I really need to update that wording. It has been awhile and the code seems to 
have stabilized. It’s quite safe to use and supports some of the latest kernel 
versions.

-Nathan

> On Nov 13, 2018, at 11:06 PM, Bert Wesarg via users 
> <users@lists.open-mpi.org> wrote:
> 
> Dear Takahiro,
> On Wed, Nov 14, 2018 at 5:38 AM Kawashima, Takahiro
> <t-kawash...@jp.fujitsu.com> wrote:
>> 
>> XPMEM moved to GitLab.
>> 
>> https://gitlab.com/hjelmn/xpmem
> 
> the first words from the README aren't very pleasant to read:
> 
> This is an experimental version of XPMEM based on a version provided by
> Cray and uploaded to https://code.google.com/p/xpmem. This version supports
> any kernel 3.12 and newer. *Keep in mind there may be bugs and this version
> may cause kernel panics, code crashes, eat your cat, etc.*
> 
> Installing this on my laptop where I just want developing with SHMEM
> it would be a pitty to lose work just because of that.
> 
> Best,
> Bert
> 
>> 
>> Thanks,
>> Takahiro Kawashima,
>> Fujitsu
>> 
>>> Hello Bert,
>>> 
>>> What OS are you running on your notebook?
>>> 
>>> If you are running Linux, and you have root access to your system,  then
>>> you should be able to resolve the Open SHMEM support issue by installing
>>> the XPMEM device driver on your system, and rebuilding UCX so it picks
>>> up XPMEM support.
>>> 
>>> The source code is on GitHub:
>>> 
>>> https://github.com/hjelmn/xpmem
>>> 
>>> Some instructions on how to build the xpmem device driver are at
>>> 
>>> https://github.com/hjelmn/xpmem/wiki/Installing-XPMEM
>>> 
>>> You will need to install the kernel source and symbols rpms on your
>>> system before building the xpmem device driver.
>>> 
>>> Hope this helps,
>>> 
>>> Howard
>>> 
>>> 
>>> Am Di., 13. Nov. 2018 um 15:00 Uhr schrieb Bert Wesarg via users <
>>> users@lists.open-mpi.org>:
>>> 
>>>> Hi,
>>>> 
>>>> On Mon, Nov 12, 2018 at 10:49 PM Pritchard Jr., Howard via announce
>>>> <annou...@lists.open-mpi.org> wrote:
>>>>> 
>>>>> The Open MPI Team, representing a consortium of research, academic, and
>>>>> industry partners, is pleased to announce the release of Open MPI version
>>>>> 4.0.0.
>>>>> 
>>>>> v4.0.0 is the start of a new release series for Open MPI.  Starting with
>>>>> this release, the OpenIB BTL supports only iWarp and RoCE by default.

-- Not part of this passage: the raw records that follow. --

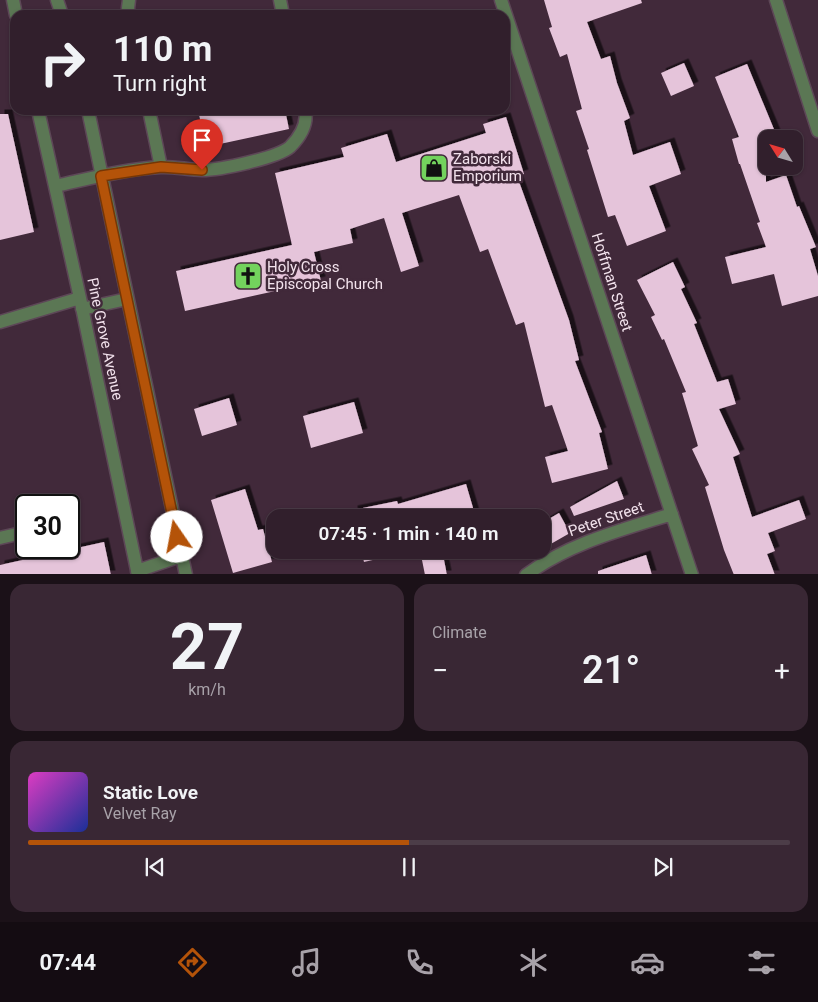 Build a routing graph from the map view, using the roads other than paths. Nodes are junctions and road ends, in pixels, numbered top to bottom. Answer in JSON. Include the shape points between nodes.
{"nodes":[{"id":1,"x":776,"y":0,"type":"edge"},
{"id":2,"x":510,"y":27,"type":"edge"},
{"id":3,"x":39,"y":115,"type":"edge"},
{"id":4,"x":89,"y":115,"type":"edge"},
{"id":5,"x":150,"y":115,"type":"edge"},
{"id":6,"x":306,"y":115,"type":"edge"},
{"id":7,"x":818,"y":131,"type":"edge"},
{"id":8,"x":161,"y":167,"type":"junction"},
{"id":9,"x":101,"y":176,"type":"junction"},
{"id":10,"x":55,"y":186,"type":"junction"},
{"id":11,"x":127,"y":299,"type":"junction"},
{"id":12,"x":81,"y":303,"type":"junction"},
{"id":13,"x":0,"y":322,"type":"edge"},
{"id":14,"x":672,"y":514,"type":"junction"},
{"id":15,"x":15,"y":535,"type":"edge"},
{"id":16,"x":0,"y":538,"type":"edge"},
{"id":17,"x":181,"y":556,"type":"junction"},
{"id":18,"x":138,"y":573,"type":"edge"},
{"id":19,"x":186,"y":574,"type":"edge"},
{"id":20,"x":526,"y":574,"type":"edge"},
{"id":21,"x":692,"y":574,"type":"edge"}],
"edges":[{"from":1,"to":7,"type":"street"},
{"from":2,"to":14,"type":"street","name":"Hoffman Street"},
{"from":3,"to":10,"type":"street","name":"Pine Grove Avenue"},
{"from":4,"to":9,"type":"street","name":"Pine Grove Avenue"},
{"from":5,"to":8,"type":"street"},
{"from":6,"to":8,"type":"street","via":[[302,132],[289,148],[274,154],[235,166],[202,170]]},
{"from":8,"to":9,"type":"street"},
{"from":9,"to":10,"type":"street"},
{"from":9,"to":11,"type":"street","name":"Pine Grove Avenue"},
{"from":10,"to":12,"type":"street","name":"Pine Grove Avenue"},
{"from":11,"to":12,"type":"street"},
{"from":11,"to":17,"type":"street","name":"Pine Grove Avenue"},
{"from":12,"to":13,"type":"street"},
{"from":12,"to":18,"type":"street","name":"Pine Grove Avenue"},
{"from":14,"to":20,"type":"street","name":"Peter Street","via":[[571,548]]},
{"from":14,"to":21,"type":"street","name":"Hoffman Street"},
{"from":15,"to":16,"type":"street"},
{"from":17,"to":18,"type":"street"},
{"from":17,"to":19,"type":"street","name":"Pine Grove Avenue"}]} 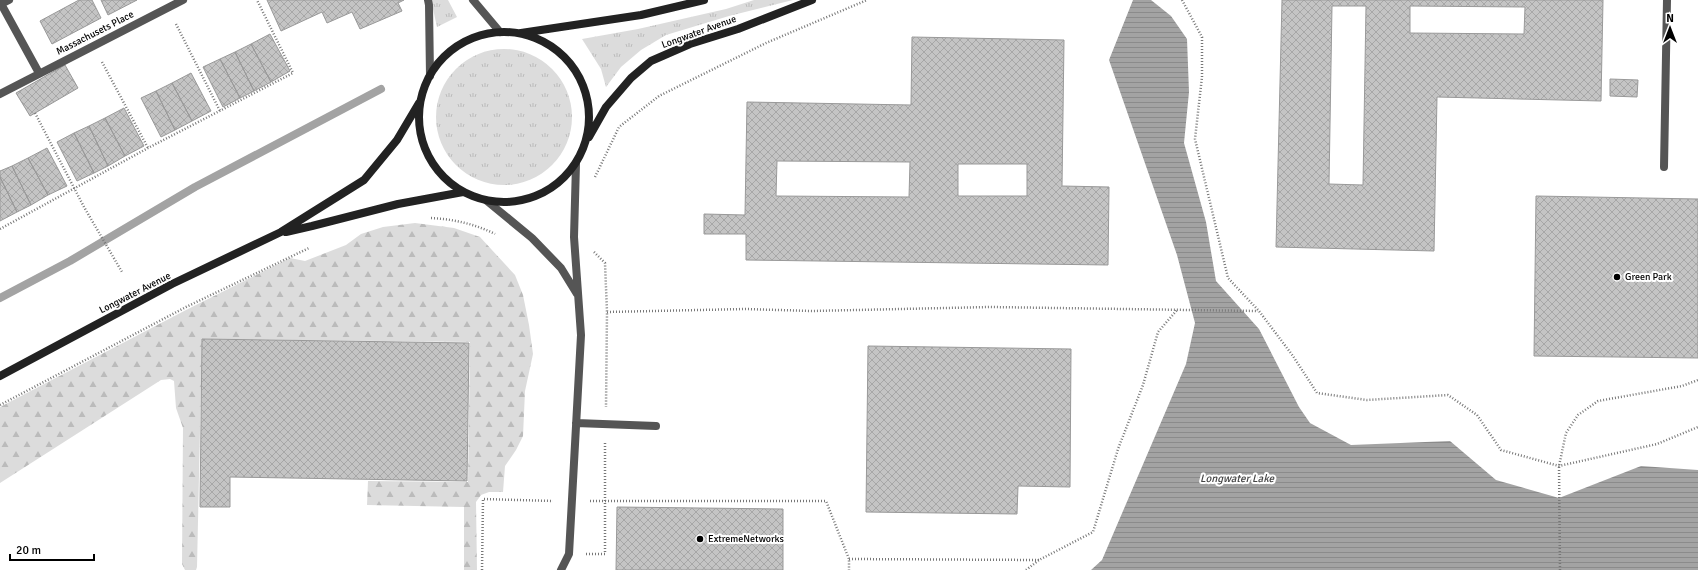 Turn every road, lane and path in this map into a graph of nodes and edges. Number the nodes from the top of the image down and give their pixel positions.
1 (9, 0) edge
2 (183, 0) edge
3 (257, 0) edge
4 (428, 0) edge
5 (473, 0) edge
6 (704, 0) edge
7 (812, 0) edge
8 (867, 0) edge
9 (1182, 0) edge
10 (1667, 0) edge
11 (0, 3) edge
12 (168, 8) junction
13 (500, 32) junction
14 (519, 33) junction
15 (93, 46) junction
16 (38, 73) junction
17 (430, 76) junction
18 (0, 94) edge
19 (421, 100) junction
20 (220, 111) junction
21 (35, 113) dead end
22 (584, 147) junction
23 (148, 148) junction
24 (576, 164) junction
25 (1664, 167) dead end
26 (594, 181) dead end
27 (74, 188) junction
28 (463, 192) junction
29 (487, 201) junction
30 (425, 218) dead end
31 (0, 229) edge
32 (281, 232) junction
33 (496, 234) dead end
34 (315, 245) dead end
35 (592, 250) dead end
36 (122, 272) dead end
37 (578, 295) junction
38 (1177, 310) junction
39 (1259, 311) junction
40 (607, 312) junction
41 (0, 376) edge
42 (1698, 380) edge
43 (0, 405) edge
44 (576, 423) junction
45 (606, 424) junction
46 (656, 426) dead end
47 (1698, 427) edge
48 (1559, 466) junction
49 (605, 501) junction
50 (572, 502) junction
51 (569, 554) junction
52 (849, 559) junction
53 (1040, 560) junction
54 (482, 570) edge
55 (561, 570) edge
56 (849, 570) edge
57 (1026, 570) edge
58 (1560, 570) edge

1 - 11 street
2 - 12 street, Massachusets Place
3 - 20 path
4 - 17 street
5 - 13 street
6 - 14 street
7 - 22 street, Longwater Avenue
8 - 26 path
9 - 39 path
10 - 25 street
11 - 16 street
12 - 15 street, Massachusets Place
12 - 20 path
13 - 14 street
13 - 17 street
14 - 22 street
15 - 16 street, Massachusets Place
15 - 23 path
16 - 18 street, Massachusets Place
17 - 19 street
19 - 28 street
19 - 32 street, Longwater Avenue
20 - 23 path
21 - 27 path
22 - 24 street
23 - 27 path
24 - 29 street
24 - 37 street
27 - 31 path
27 - 36 path
28 - 29 street
28 - 32 street, Longwater Avenue
29 - 37 street
30 - 33 path
32 - 41 street, Longwater Avenue
34 - 43 path
35 - 40 path
37 - 44 street
38 - 39 path
38 - 40 path
38 - 53 path
39 - 48 path
40 - 45 path
42 - 48 path
44 - 45 street
44 - 50 street
45 - 46 street
45 - 49 path
47 - 48 path
48 - 58 path
49 - 50 path
49 - 51 path
49 - 52 path
50 - 51 street
50 - 54 path
51 - 55 street
52 - 53 path
52 - 56 path
53 - 57 path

>>>>> Starting with this release,  UCX is the preferred transport protocol
>>>>> for Infiniband interconnects. The embedded PMIx runtime has been updated
>>>>> to 3.0.2.  The embedded Romio has been updated to 3.2.1.  This
>>>>> release is ABI compatible with the 3.x release streams. There have been
>>>> numerous
>>>>> other bug fixes and performance improvements.
>>>>> 
>>>>> Note that starting with Open MPI v4.0.0, prototypes for several
>>>>> MPI-1 symbols that were deleted in the MPI-3.0 specification
>>>>> (which was published in 2012) are no longer available by default in
>>>>> mpi.h. See the README for further details.
>>>>> 
>>>>> Version 4.0.0 can be downloaded from the main Open MPI web site:
>>>>> 
>>>>>  https://www.open-mpi.org/software/ompi/v4.0/
>>>>> 
>>>>> 
>>>>> 4.0.0 -- September, 2018
>>>>> ------------------------
>>>>> 
>>>>> - OSHMEM updated to the OpenSHMEM 1.4 API.
>>>>> - Do not build OpenSHMEM layer when there are no SPMLs available.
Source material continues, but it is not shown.